Toch volbracht De Zwijger voor die tijd enorme afstanden. Van Stipriaan schat dat hij in zijn leven zeker 100.000 kilometer heeft gereisd. Het tempo van iemand die onderweg was lag niet hoog. Gemiddeld bedroeg het circa 25 tot 30 kilometer per dag. Bewoog een leger zich voort (en dat zal bij de reizen van Van Oranje vaak het geval zijn geweest) dan was 15 tot 20 kilometer per dag meestal het hoogst haalbare.
De trage voortgang betekende dat een tocht van Breda naar Brussel (een traject van zo’n 100 kilometer dat De Zwijger geregeld ondernam) zo’n drie dagen kostte. Wie tegenwoordig met de auto gaat, is niet meer dan een uurtje kwijt.
Honger en dorst werd overigens niet geleden, in elk geval niet door de hogergeplaatsen. Het onderkomen in logementen mocht dan primitief zijn (zeker in hedendaagse ogen), in de zestiende eeuw kon de consumptie flink oplopen. Zo moest Van Oranje voor zijn gezelschap 2200 flessen wijn afrekenen voor een verblijf van enkele maanden in een Rotterdamse herberg.
Vanaf zijn jonge jaren was Willem zoals gezegd gereld op het slagveld te vinden. Een groot deel van Van Stipriaans boek gaat dan ook over de talrijke veldtochten waarbij hij betrokken was. Het boek biedt daardoor een soort minibiografie van de vader des vaderlands.
Schulden
Aan het slot geeft de auteur nog een overzicht van de steden en kastelen waar De Zwijger heeft gewoond, al dan niet met zijn gezin. Want tussen het oorlog voeren door vond hij nog tijd vier maal te trouwen. Hij werd ook voortdurend geplaagd door financiële problemen, omdat de opstand tegen Spanje enorm veel geld kostte. Het zoeken naar een oplossing hiervoor viel lang niet altijd mee. De schulden van Van Oranje liepen daardoor gigantisch op.

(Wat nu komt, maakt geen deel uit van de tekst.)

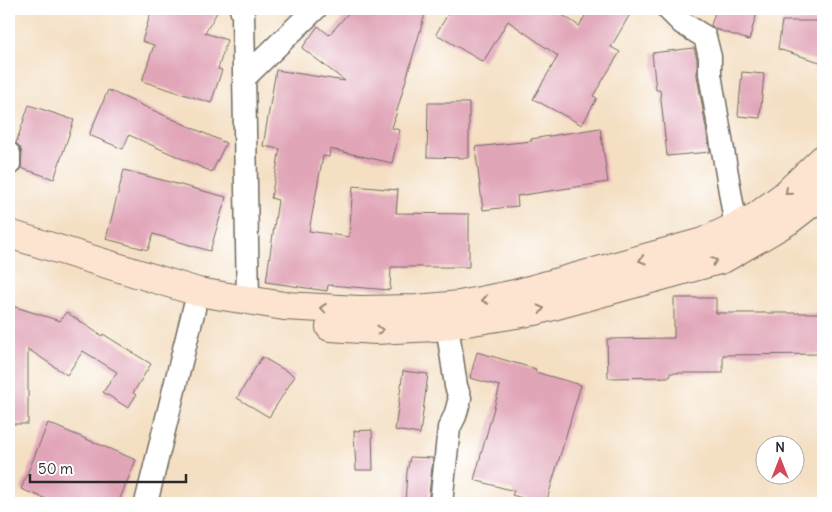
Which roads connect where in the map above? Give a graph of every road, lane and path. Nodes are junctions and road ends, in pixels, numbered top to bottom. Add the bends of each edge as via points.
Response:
1 (241, 9) edge
2 (315, 9) edge
3 (668, 9) edge
4 (244, 78) junction
5 (9, 154) edge
6 (823, 159) edge
7 (9, 164) edge
8 (823, 194) edge
9 (736, 227) junction
10 (9, 234) edge
11 (9, 252) edge
12 (248, 300) junction
13 (194, 309) junction
14 (447, 325) junction
15 (146, 503) edge
16 (441, 503) edge

1 - 4 street
2 - 4 street
3 - 9 street via 682,23 705,37
4 - 12 street
5 - 7 street
6 -> 9 main road via 785,195 756,217
14 -> 8 main road via 535,311 722,259 788,221
9 -> 12 main road via 703,242 625,265 460,305 359,310 284,306
10 - 12 main road via 198,292
11 - 13 main road
13 -> 14 main road via 307,326 376,330
13 - 15 street
14 - 16 street via 460,398 449,428

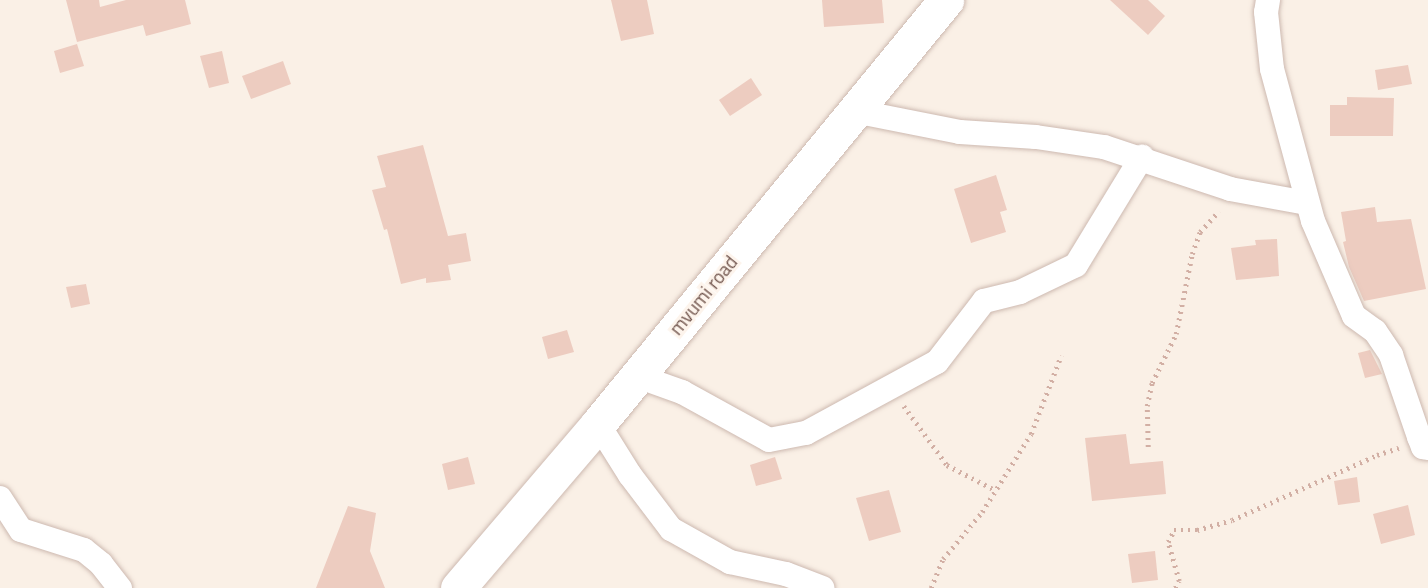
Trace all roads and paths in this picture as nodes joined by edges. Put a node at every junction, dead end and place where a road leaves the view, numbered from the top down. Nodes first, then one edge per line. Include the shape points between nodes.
1 (946, 0) edge
2 (1268, 0) edge
3 (854, 111) junction
4 (1142, 157) junction
5 (1246, 193) junction
6 (1307, 203) junction
7 (1061, 356) dead end
8 (637, 376) junction
9 (891, 388) junction
10 (598, 424) junction
11 (1148, 447) dead end
12 (1425, 448) edge
13 (995, 489) junction
14 (0, 498) edge
15 (120, 588) edge
16 (458, 588) edge
17 (822, 588) edge
18 (931, 588) edge
19 (1175, 588) edge

1 - 3 street, mvumi road
2 - 6 street via 1272,69
3 - 4 street via 960,132 1075,142
3 - 8 street, mvumi road
4 - 5 street
4 - 9 street via 1076,265 1020,292 984,301 937,362
5 - 6 street
5 - 11 path via 1219,211 1200,232 1176,334 1152,383 1147,406
6 - 12 street via 1354,316 1375,331 1391,355
7 - 13 path via 1031,434
8 - 9 street via 691,396 769,440 806,433
8 - 10 street, mvumi road
9 - 13 path via 947,465
10 - 16 street, mvumi road
10 - 17 street via 671,529 730,562 786,574
12 - 19 path via 1402,447 1377,454 1214,526 1174,530 1168,542 1179,581
13 - 18 path via 943,559
14 - 15 street via 21,530 84,550

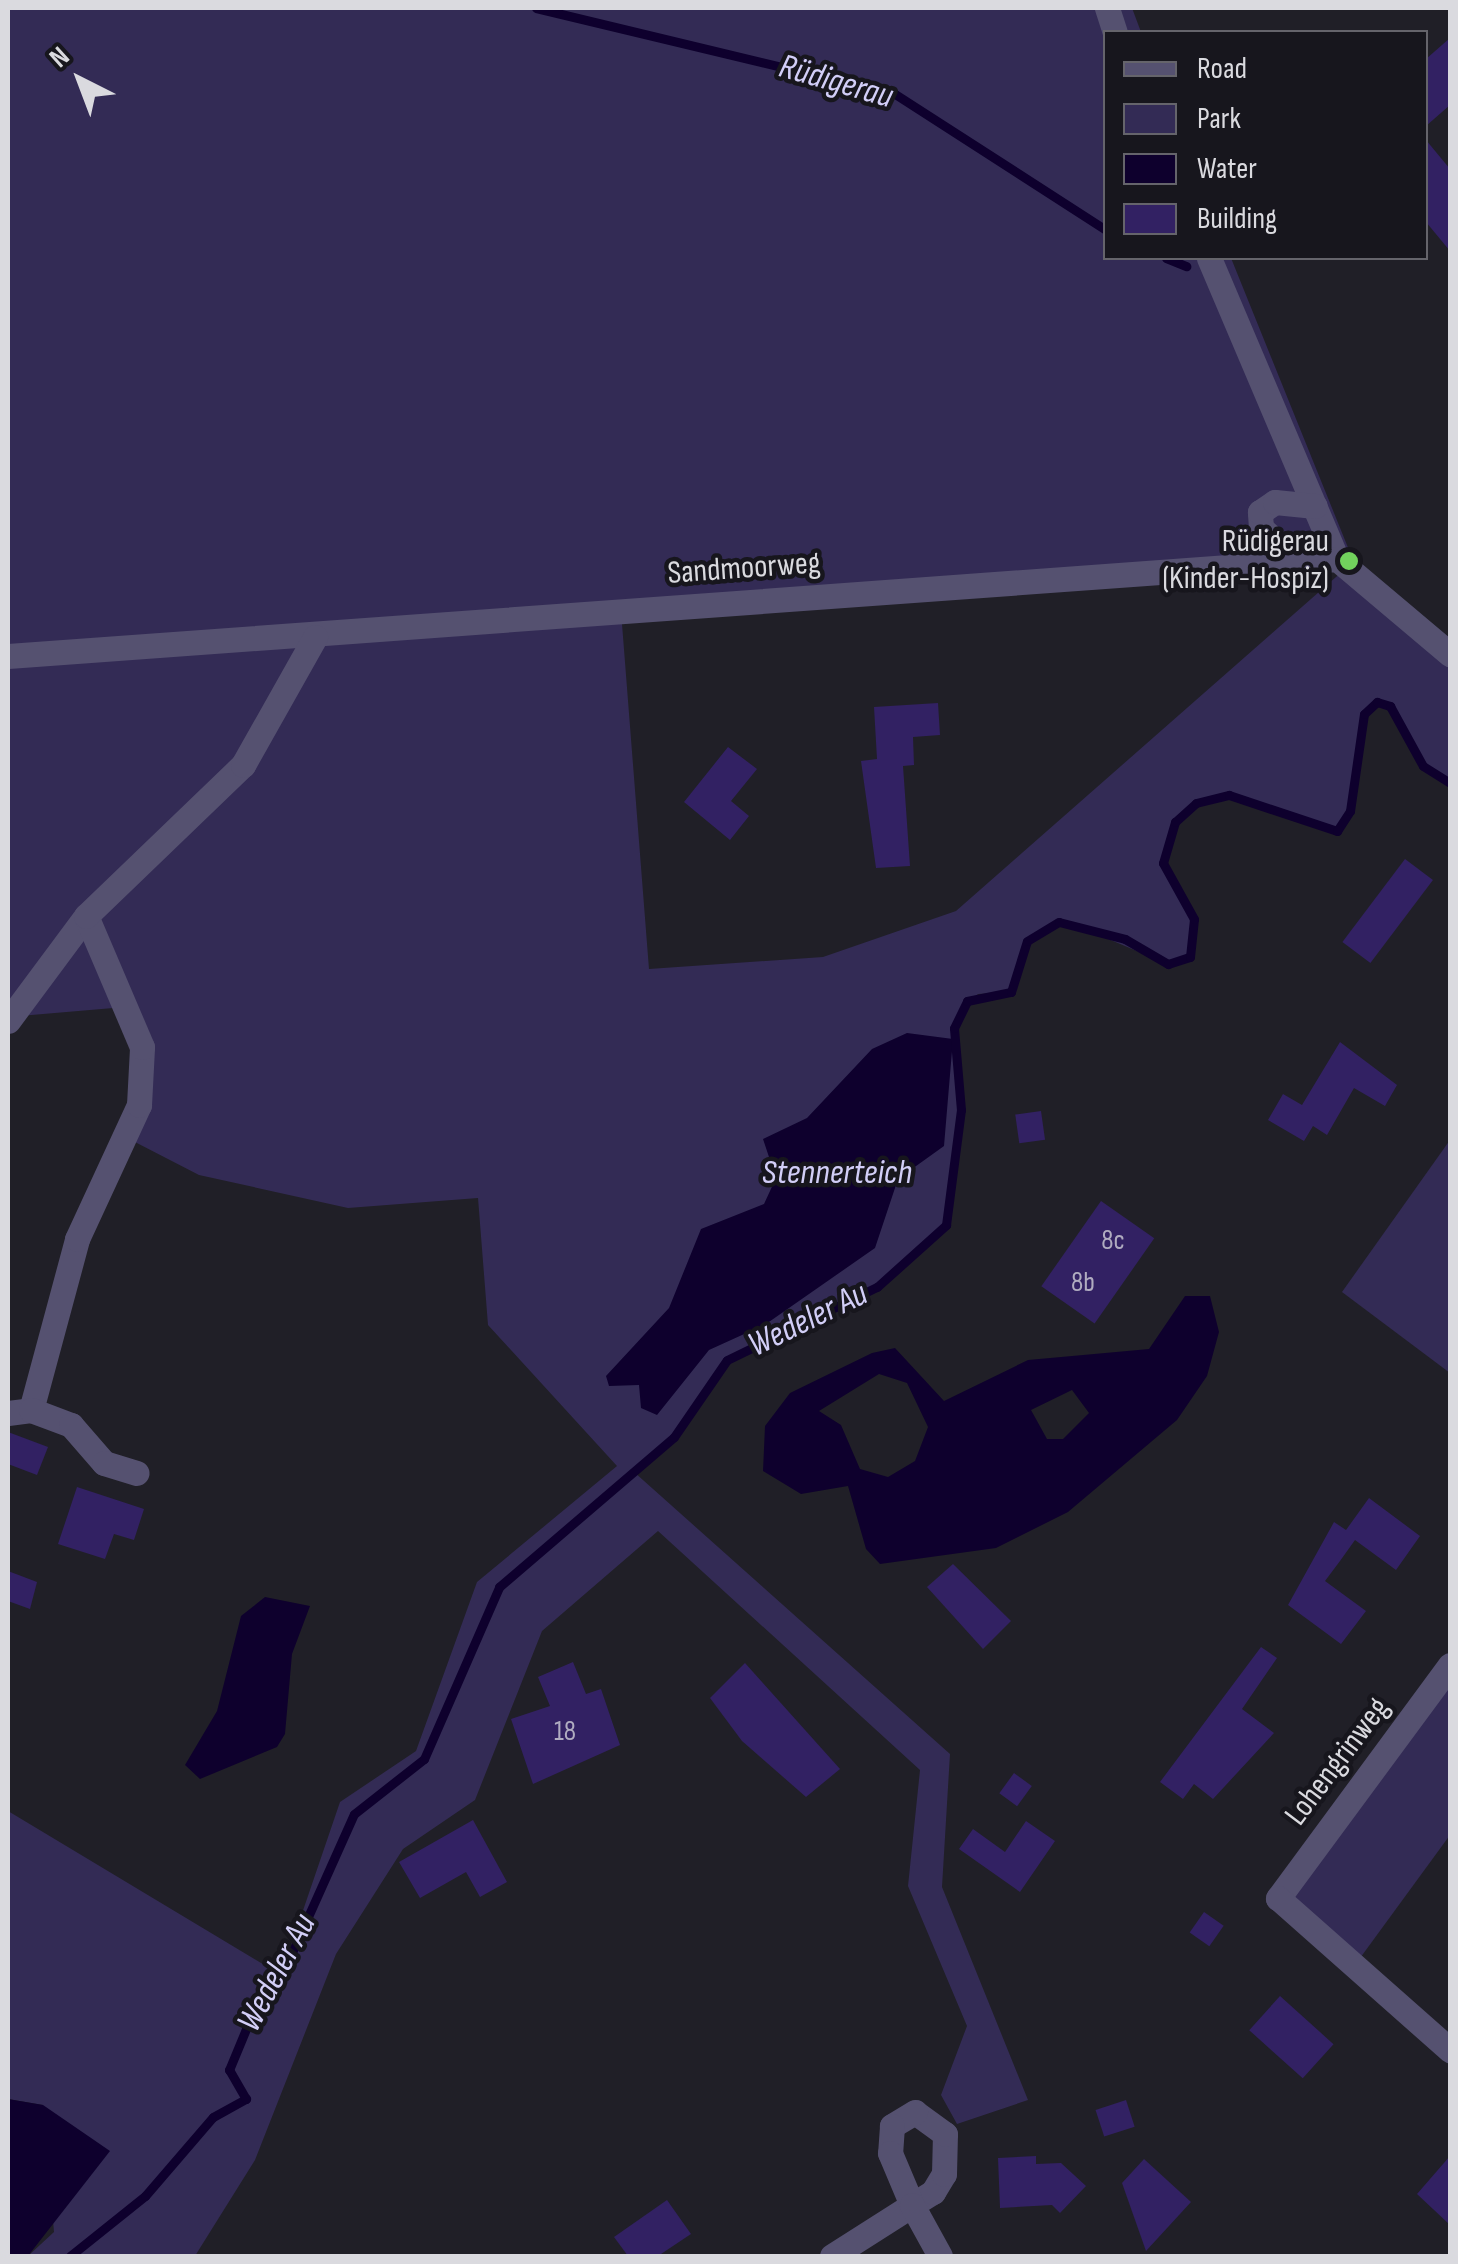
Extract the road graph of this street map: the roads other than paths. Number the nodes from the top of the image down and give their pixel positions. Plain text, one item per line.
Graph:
1 (1210, 260) edge
2 (1315, 506) junction
3 (1338, 560) junction
4 (1300, 563) junction
5 (315, 637) junction
6 (1450, 654) edge
7 (8, 656) edge
8 (86, 916) junction
9 (8, 1022) edge
10 (20, 1411) edge
11 (136, 1473) dead end
12 (1450, 1665) edge
13 (1450, 2050) edge
14 (832, 2256) edge
15 (940, 2256) edge

1 - 2 street
2 - 3 street
2 - 4 street
3 - 4 street, Sandmoorweg
3 - 6 street
4 - 5 street, Sandmoorweg
5 - 7 street, Sandmoorweg
5 - 8 street
8 - 9 street
8 - 10 street
10 - 11 street
12 - 13 street, Lohengrinweg
14 - 15 street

Overigens besteedt Van Stipriaan in zijn laatste hoofdstuk ook aandacht aan locaties waar de stadhouder nooit een voet heeft gezet, zoals in Spanje en het Franse prinsdom Orange. Veel van de beschreven steden en paleizen kun je ook nu nog bezoeken, al zijn de meeste ingrijpend veranderd. Het boek is rijk geïllustreerd en voorzien van een groot aantal historische kaarten. Een blik daarop laat zien dat Nederland er destijds heel anders uitzag dan tegenwoordig. Maar dat mag na een kleine vijfhonderd jaar geen verwondering wekken.